Ainsi de la trop rare Kikimora (1909) d'Anatoli Liadov, ouverte par des contrebasses arrivant de loin, dans un grand mystère où se mêlaient les couleurs choisies des bois, en un climat fantastique bientôt maladroitement gâché par le tactus mécanique engagé dans la partie rapide, contredisant l'extrême souplesse des cordes du début. Certes, il y va d'une certaine détermination à nuire, dans cette légende Op.63, ce qui cependant n'induit pas que la musique ne respire plus.

Au piano, l'on retrouvait Andreï Korobeinikov servant en poète le Concerto pour piano et orchestre en fa # mineur Op.20 (1896-97) d'Alexandre Scriabine. Très phrasée, son entrée se fit dans l'inflexion toute recueillie de l'orchestre, un phrasé large à la sonorité délicatement veloutée, se développant en profondeur plutôt qu'à se durcir, lorsque s'affirme la véhémence de l'Allegro. Dans l'Andante central, la maturité de conception du soliste surprit, mais ne parvient pas à gagner la hauteur qu'elle souhaitait sans doute, le chef ne l'entendant assurément pas de la même façon. Le mouvement n'en sera pas moins conclu dans une fibre soyeuse à la lumière nettement définie. Virtuose comme si de rien n'était, Korobeinikov pense intensément l'Allegro moderato, se gardant de céder au brillant, luxueusement secondé par la vigueur des cuivres.

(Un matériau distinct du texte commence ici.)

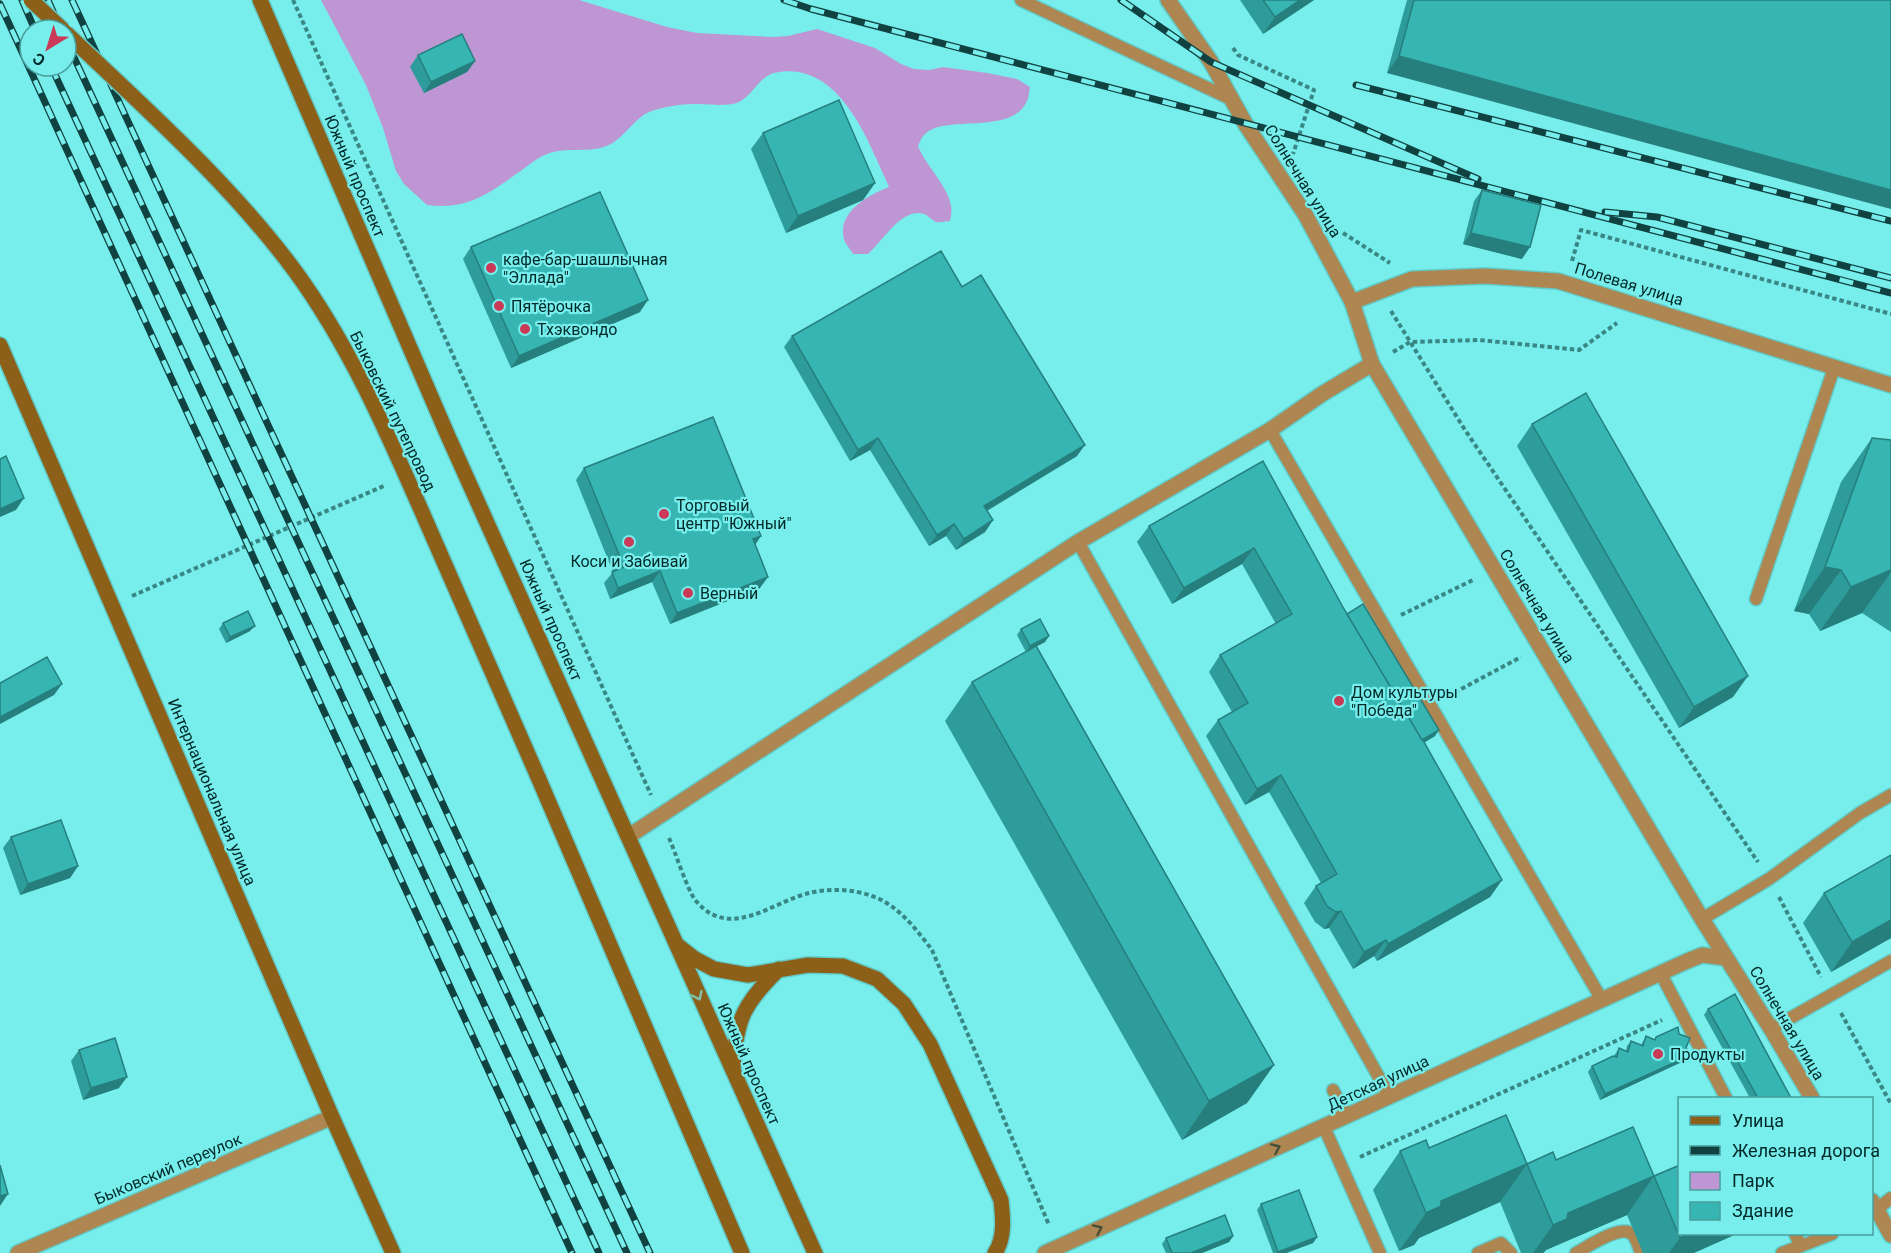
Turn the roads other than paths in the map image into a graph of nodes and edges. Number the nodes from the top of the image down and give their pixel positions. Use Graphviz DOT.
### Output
graph roads {
  1 [pos="31,0"];
  2 [pos="260,0"];
  3 [pos="1021,0"];
  4 [pos="1168,0"];
  5 [pos="50,18"];
  6 [pos="78,45"];
  7 [pos="1233,100"];
  8 [pos="1352,302"];
  9 [pos="0,345"];
  10 [pos="1372,364"];
  11 [pos="1834,368"];
  12 [pos="1891,385"];
  13 [pos="1270,430"];
  14 [pos="1078,542"];
  15 [pos="1756,599"];
  16 [pos="1891,795"];
  17 [pos="629,836"];
  18 [pos="1702,919"];
  19 [pos="674,943"];
  20 [pos="1726,958"];
  21 [pos="1891,961"];
  22 [pos="779,969"];
  23 [pos="1661,974"];
  24 [pos="1602,1000"];
  25 [pos="1771,1029"];
  26 [pos="733,1072"];
  27 [pos="1333,1090"];
  28 [pos="1390,1097"];
  29 [pos="1725,1097"];
  30 [pos="1811,1097"];
  31 [pos="332,1117"];
  32 [pos="1347,1117"];
  33 [pos="1324,1127"];
  34 [pos="1891,1198"];
  35 [pos="1873,1208"];
  36 [pos="1796,1235"];
  37 [pos="1827,1235"];
  38 [pos="1891,1235"];
  39 [pos="1802,1246"];
  40 [pos="1052,1250"];
  41 [pos="18,1253"];
  42 [pos="393,1253"];
  43 [pos="742,1253"];
  44 [pos="815,1253"];
  45 [pos="995,1253"];
  46 [pos="1380,1253"];
  47 [pos="1478,1253"];
  48 [pos="1511,1253"];
  49 [pos="1576,1253"];
  50 [pos="1641,1253"];
  51 [pos="1782,1253"];
  1 -- 5 [label="main road, Быковский путепровод, bridge"];
  2 -- 17 [label="main road, Южный проспект"];
  3 -- 7 [label="lane"];
  4 -- 7 [label="street, Солнечная улица"];
  6 -- 43 [label="main road, Быковский путепровод, bridge"];
  7 -- 8 [label="street, Солнечная улица"];
  8 -- 10 [label="street, Солнечная улица"];
  8 -- 11 [label="street, Полевая улица"];
  9 -- 31 [label="main road, Интернациональная улица"];
  10 -- 13 [label="street"];
  10 -- 18 [label="street, Солнечная улица"];
  11 -- 12 [label="street, Полевая улица"];
  11 -- 15 [label="lane"];
  13 -- 14 [label="street"];
  13 -- 24 [label="lane"];
  14 -- 17 [label="street"];
  14 -- 28 [label="lane"];
  16 -- 18 [label="lane"];
  17 -- 19 [label="main road, Южный проспект"];
  18 -- 20 [label="street, Солнечная улица"];
  19 -- 22 [label="main road"];
  19 -- 26 [label="main road, Южный проспект, one-way"];
  20 -- 23 [label="street, Детская улица"];
  20 -- 25 [label="street, Солнечная улица"];
  21 -- 25 [label="lane"];
  22 -- 26 [label="main road"];
  22 -- 45 [label="main road"];
  23 -- 24 [label="street, Детская улица"];
  23 -- 29 [label="lane"];
  24 -- 28 [label="street, Детская улица"];
  25 -- 30 [label="street, Солнечная улица"];
  26 -- 44 [label="main road, Южный проспект"];
  27 -- 32 [label="lane"];
  28 -- 32 [label="street, Детская улица"];
  31 -- 41 [label="street, Быковский переулок"];
  31 -- 42 [label="main road, Интернациональная улица"];
  32 -- 33 [label="street, Детская улица"];
  40 -- 33 [label="street, Детская улица, one-way"];
  33 -- 46 [label="lane"];
  34 -- 35 [label="lane"];
  35 -- 38 [label="street"];
  36 -- 39 [label="lane"];
  37 -- 39 [label="lane"];
  39 -- 51 [label="lane"];
  47 -- 48 [label="lane"];
  49 -- 50 [label="lane"];
}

Autre soliste de vingt-quatre ans, l'Ukrainien Valery Sokolov donnait le Concerto pour violon et orchestre en sol mineur Op.63 n°2 (1935) de Sergueï Prokofiev – que le même Dmitri Liss dirigeait il y a trois semaines à Metz [lire notre chronique du 7 février 2010]. Si l'on goûta la générosité du son de ce violoniste, au service d'un lyrisme presque opulent, lespizz' de doubles-cordes qui viennent clore l'Allegro moderato n'ont pas satisfait. De même son jeu accusait-il quelques soucis d'intonation, dans l'Andante assai et plus encore dans le troisième épisode. L'orchestre parut lui-même « décrocher », pour ainsi dire, avec des approximations aux cuivres et des unissons douteux aux violoncelles. Au pupitre, Liss s'avérait lourd et sans esprit. Bref : on reste sur sa faim, là encore.

La soirée se finissait en fanfare avec le Capriccio italien en la majeur Op.45 (1880) de Piotr Tchaïkovski, un opus à ne pas compter dans ses impérissables, il faut l'avouer. Avec beaucoup d'éclat, le chef jouait ici la carte de la musique « de caractère », sans autre nuance, obtenant d’ailleurs un certain succès.